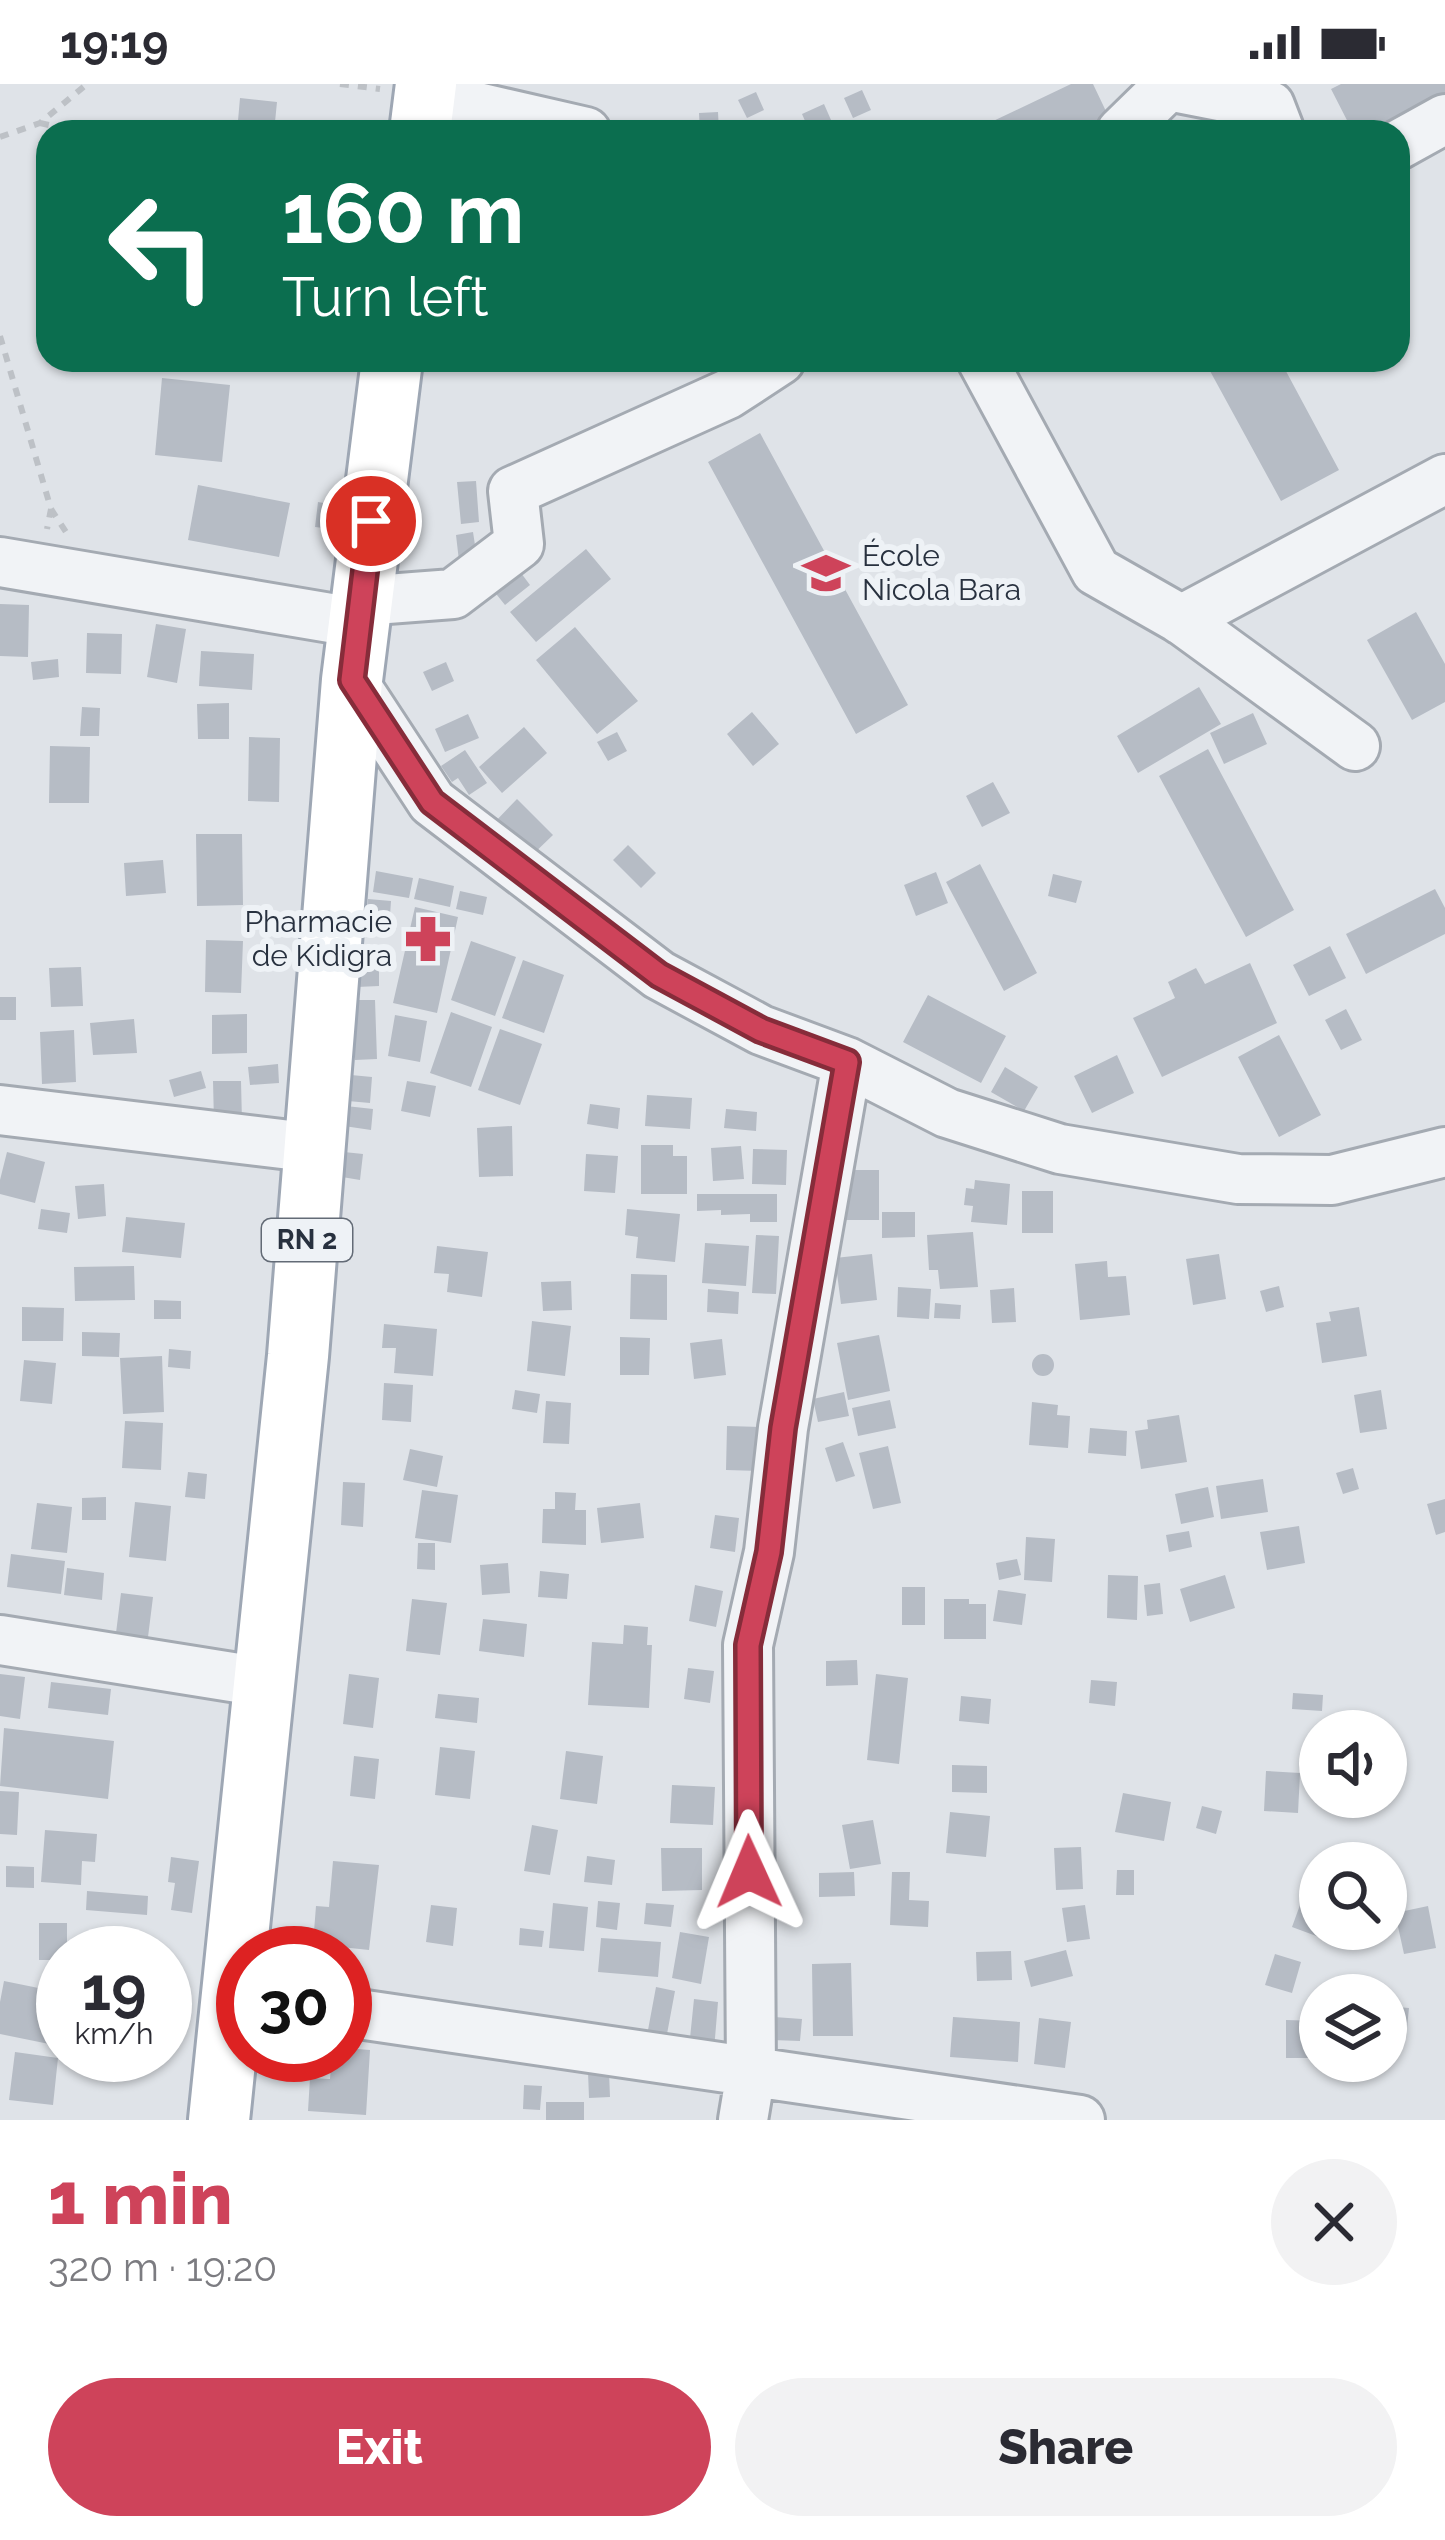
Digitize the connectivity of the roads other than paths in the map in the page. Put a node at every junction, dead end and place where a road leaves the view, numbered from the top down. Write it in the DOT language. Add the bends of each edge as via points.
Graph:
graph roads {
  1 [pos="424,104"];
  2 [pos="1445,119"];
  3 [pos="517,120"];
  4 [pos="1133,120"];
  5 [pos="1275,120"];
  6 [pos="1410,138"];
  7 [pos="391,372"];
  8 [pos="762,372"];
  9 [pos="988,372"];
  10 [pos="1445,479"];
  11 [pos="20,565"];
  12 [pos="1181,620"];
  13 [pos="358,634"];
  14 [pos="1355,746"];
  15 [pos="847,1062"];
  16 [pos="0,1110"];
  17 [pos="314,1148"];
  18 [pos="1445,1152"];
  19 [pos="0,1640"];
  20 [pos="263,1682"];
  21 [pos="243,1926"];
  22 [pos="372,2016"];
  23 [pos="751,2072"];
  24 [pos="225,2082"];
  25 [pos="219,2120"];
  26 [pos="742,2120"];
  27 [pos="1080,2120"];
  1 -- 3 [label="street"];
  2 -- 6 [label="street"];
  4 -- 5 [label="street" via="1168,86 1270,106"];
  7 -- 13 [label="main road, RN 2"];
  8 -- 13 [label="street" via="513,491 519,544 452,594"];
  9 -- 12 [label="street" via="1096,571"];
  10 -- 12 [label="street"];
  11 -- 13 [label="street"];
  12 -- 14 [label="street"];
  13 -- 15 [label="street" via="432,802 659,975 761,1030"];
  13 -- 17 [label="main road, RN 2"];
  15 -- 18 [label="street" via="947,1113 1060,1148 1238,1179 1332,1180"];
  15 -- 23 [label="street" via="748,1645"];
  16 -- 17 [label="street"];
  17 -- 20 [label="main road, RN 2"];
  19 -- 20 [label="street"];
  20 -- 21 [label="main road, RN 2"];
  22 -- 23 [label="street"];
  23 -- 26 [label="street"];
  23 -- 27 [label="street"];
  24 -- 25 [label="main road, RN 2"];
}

****************************************

• _DESCRIPTION OF THE TASK_:
Reply with one number, the count of lines in the preceding listing that hold the string "roads".

• _RESULT OF THE TASK_:
2